Queries follow the pattern:
SELECT
d.month,
c.region,
p.category,
SUM(f.revenue) AS revenue
FROM fact_sales f
JOIN dim_date d ON f.date_key = d.date_key
JOIN dim_customer c ON f.cust_key = c.cust_key
JOIN dim_product p ON f.prod_key = p.prod_key
WHERE d.year = 2026
GROUP BY 1, 2, 3
ORDER BY 1, 4 DESC;Star schema isn't sacred — many modern warehouses are fine with denormalized "wide tables." But star schemas remain the cleanest mental model and the easiest to evolve.
Slowly Changing Dimensions (SCD)
Dimensions change over time. A customer moves regions. How do you record that?

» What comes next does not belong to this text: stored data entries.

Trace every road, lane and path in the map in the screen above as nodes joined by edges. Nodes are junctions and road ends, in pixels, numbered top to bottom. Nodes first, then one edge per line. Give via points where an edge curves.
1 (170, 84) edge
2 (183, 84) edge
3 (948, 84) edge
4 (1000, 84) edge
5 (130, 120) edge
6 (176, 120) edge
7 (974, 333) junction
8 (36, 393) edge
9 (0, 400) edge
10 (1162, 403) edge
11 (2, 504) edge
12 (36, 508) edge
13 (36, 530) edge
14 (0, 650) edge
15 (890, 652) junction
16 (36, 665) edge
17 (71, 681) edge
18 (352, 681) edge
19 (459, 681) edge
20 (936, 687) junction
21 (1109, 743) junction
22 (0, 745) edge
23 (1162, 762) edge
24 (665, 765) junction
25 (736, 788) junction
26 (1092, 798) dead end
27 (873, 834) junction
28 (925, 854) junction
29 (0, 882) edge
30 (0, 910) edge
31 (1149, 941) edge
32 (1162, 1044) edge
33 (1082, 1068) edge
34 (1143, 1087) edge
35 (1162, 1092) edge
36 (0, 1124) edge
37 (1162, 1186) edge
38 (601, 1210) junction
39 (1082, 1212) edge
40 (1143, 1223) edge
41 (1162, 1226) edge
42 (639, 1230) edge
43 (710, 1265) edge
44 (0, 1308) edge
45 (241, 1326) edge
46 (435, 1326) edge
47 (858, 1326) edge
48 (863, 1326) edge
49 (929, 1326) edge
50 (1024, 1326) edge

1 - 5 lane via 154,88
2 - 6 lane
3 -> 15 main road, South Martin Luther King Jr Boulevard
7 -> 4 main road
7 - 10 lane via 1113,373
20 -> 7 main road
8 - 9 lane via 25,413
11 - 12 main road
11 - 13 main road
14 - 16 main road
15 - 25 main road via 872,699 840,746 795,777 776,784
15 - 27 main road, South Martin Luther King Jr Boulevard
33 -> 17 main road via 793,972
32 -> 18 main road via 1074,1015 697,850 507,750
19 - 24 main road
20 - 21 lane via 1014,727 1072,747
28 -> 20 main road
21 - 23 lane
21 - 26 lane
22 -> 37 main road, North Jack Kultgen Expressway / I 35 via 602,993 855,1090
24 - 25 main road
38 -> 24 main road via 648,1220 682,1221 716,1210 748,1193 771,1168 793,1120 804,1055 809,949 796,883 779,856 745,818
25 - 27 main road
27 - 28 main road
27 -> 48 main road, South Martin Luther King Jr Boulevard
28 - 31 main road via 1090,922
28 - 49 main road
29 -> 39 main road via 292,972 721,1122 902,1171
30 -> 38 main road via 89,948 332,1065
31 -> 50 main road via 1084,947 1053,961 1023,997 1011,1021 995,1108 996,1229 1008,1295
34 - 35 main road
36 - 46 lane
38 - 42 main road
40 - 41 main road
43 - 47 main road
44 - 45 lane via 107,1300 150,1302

| Type | Behavior | When |
|---|---|---|
| SCD Type 1 | Overwrite. Old value is lost. | When history doesn't matter |
| SCD Type 2 | Insert a new row with valid_from/valid_to. Old row stays. | Most analytical use — preserves history |
| SCD Type 3 | Add a column (current_region, previous_region). | Limited history |
| SCD Type 6 | Hybrid: current value + history table | Complex needs |
SCD Type 2 in practice:
-- Customer with region history
CREATE TABLE dim_customer (
cust_sk BIGSERIAL, -- surrogate key
cust_id INT, -- natural key
name TEXT,
region TEXT,
valid_from TIMESTAMP,
valid_to TIMESTAMP,
is_current BOOLEAN
);
-- A customer changes region
INSERT INTO dim_customer
(cust_id, name, region, valid_from, valid_to, is_current)
VALUES
(42, 'Alice', 'EU', '2026-05-01', NULL, TRUE);
-- Update the previous row
UPDATE dim_customer
SET valid_to = '2026-04-30', is_current = FALSE
WHERE cust_id = 42 AND is_current = TRUE AND cust_sk != /* new SK */;fact_sales references cust_sk (surrogate), so historical facts join to the historical dimension row. Reports for 2025 show Alice in her old region; 2026 reports show her in the new one.
dbt: Transformations as Code
dbt is the standard for SQL-based ELT. Models are SQL files; dbt handles dependencies, materialization, tests, and docs.
-- models/staging/stg_sales.sql
WITH source AS (
SELECT * FROM {{ source('raw', 'sales_events') }}
)
SELECT
event_id AS sale_id,
customer_id,
product_id,
CAST(amount AS NUMERIC) AS revenue,
CAST(event_time AS TIMESTAMP) AS sale_time
FROM source
WHERE event_type = 'purchase'-- models/marts/fact_sales.sql
{{ config(materialized='incremental', unique_key='sale_id', on_schema_change='append_new_columns') }}
SELECT
s.sale_id,
s.customer_id,
s.product_id,
s.revenue,
s.sale_time,
TO_CHAR(s.sale_time, 'YYYY-MM-DD') AS date_key
FROM {{ ref('stg_sales') }} s
{% if is_incremental() %}
WHERE s.sale_time > (SELECT MAX(sale_time) FROM {{ this }})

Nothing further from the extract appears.